Streit um Berliner Zeitung: Warum ein Abschied die Redaktion spaltet
Eine langjährige Journalistin hat nach drei Jahrzehnten die Berliner Zeitung verlassen. Anja Reich-Osang, leitende Reporterin des Blattes, verließ kürzlich die Redaktion – und löste damit eine öffentliche Debatte über die künftige Ausrichtung der Zeitung aus. Die Kontroverse hat inzwischen sowohl den Verleger als auch einen bekannten Medienkritiker in die Diskussion hineingezogen.
Reich-Osangs Abschied nach 30 Jahren veranlasste Franz Sommerfeld, einen renommierten Medienkommentator, zu scharfer Kritik an der politischen Haltung der Berliner Zeitung. Seine Äußerungen blieben Holger Friedrich nicht verborgen, der die Zeitung seit über sechs Jahren als Verleger führt.
Friedrich reagierte mit einem persönlichen Artikel, in dem er seine Führung verteidigte. Sommerfeld nannte er dabei mit keinem Wort – für die Leser blieb so unklar, dass die Kritik nicht von der Redaktion selbst, sondern von dem externen Beobachter stammte. Diese Auslassung zog weitere kritische Nachfragen nach sich.
Friedrich genießt zwar den Ruf, hohe journalistische Maßstäbe zu setzen, doch gilt er zugleich als Person mit einem ausgeprägten Ego. Kollegen berichten, er beklage im privaten Kreis oft die Schwächen des Medienbetriebs, habe jedoch Mühe, mit Kritik an der eigenen Arbeit umzugehen. Seine Reaktion auf Sommerfelds Vorwürfe bestätigte dieses Bild nur.

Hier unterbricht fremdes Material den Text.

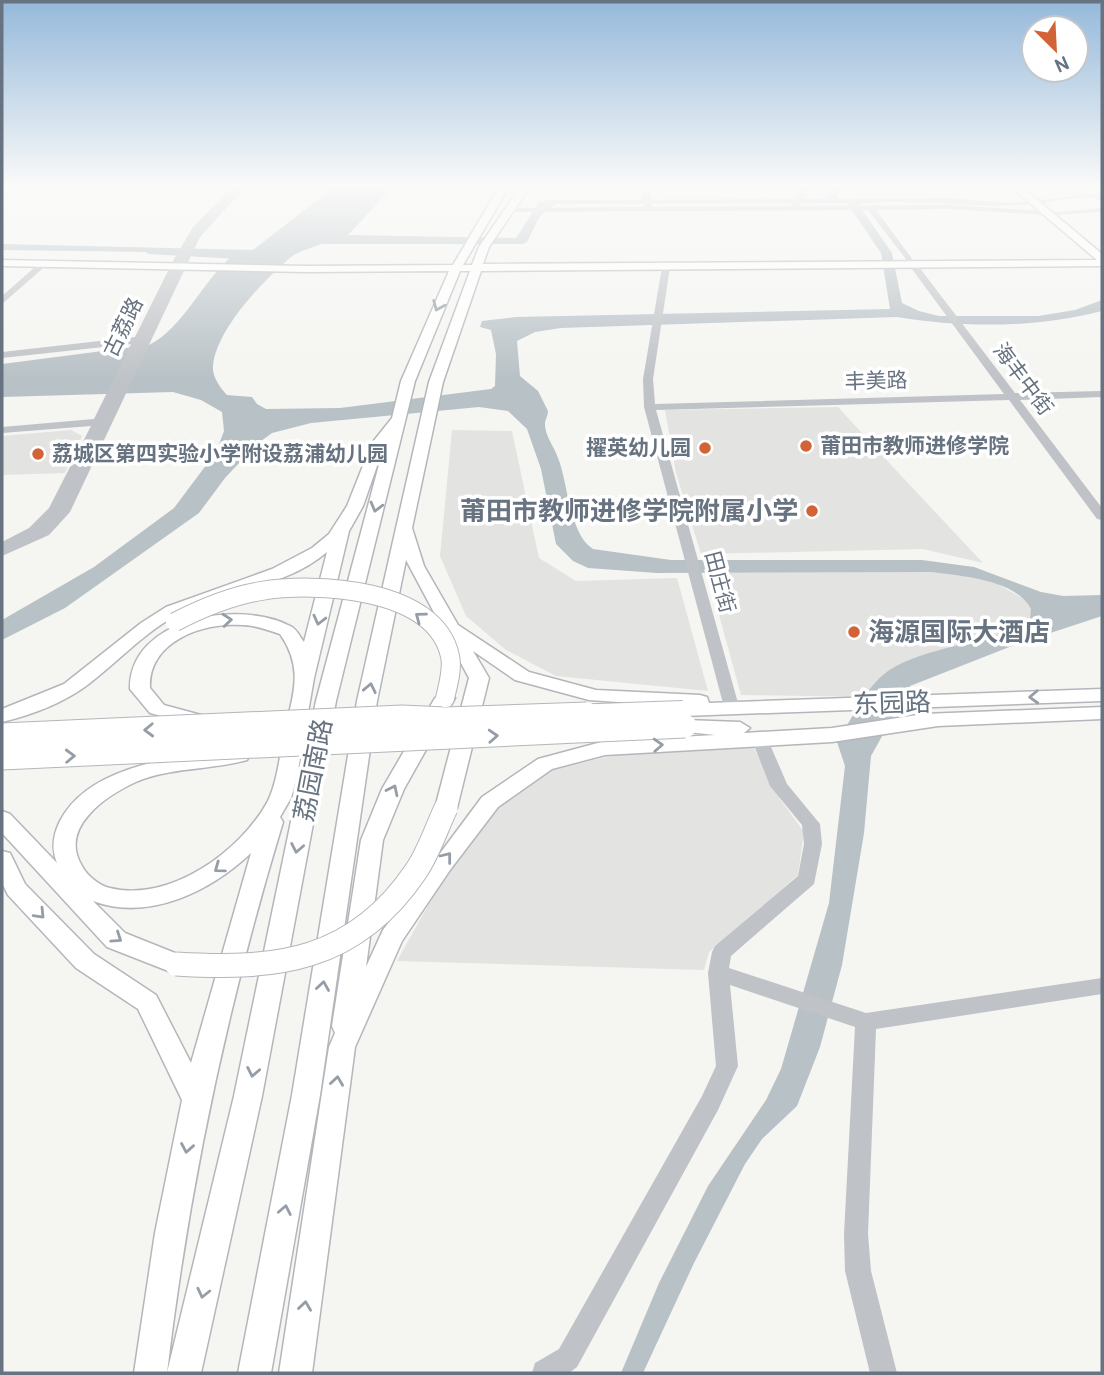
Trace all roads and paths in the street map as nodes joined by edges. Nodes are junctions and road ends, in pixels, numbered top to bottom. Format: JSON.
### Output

Der Verleger legte nach und betonte, er werde seine Stellungnahme nicht revidieren. Zudem griff er kress, ein Fachmedium für die Branche, wegen dessen Berichterstattung über den Streit an. Die Auseinandersetzung erhielt zusätzliche Aufmerksamkeit, nachdem die Berliner Zeitung Reich-Osangs Abschied in ihrem Newsletter und auf der Website thematisiert hatte.
Der Konflikt offenbart die Spannungen innerhalb der Berliner Zeitung über ihren redaktionellen Kurs. Friedrichs konfrontative Haltung und seine Weigerung, sich direkt mit der Kritik auseinanderzusetzen, haben die Kontroverse weiter angeheizt. Der Vorfall folgt auf Reich-Osangs Abschied und markiert damit einen bemerkenswerten Einschnitt für die Zeitung nach drei Jahrzehnten ihrer prägenden Arbeit.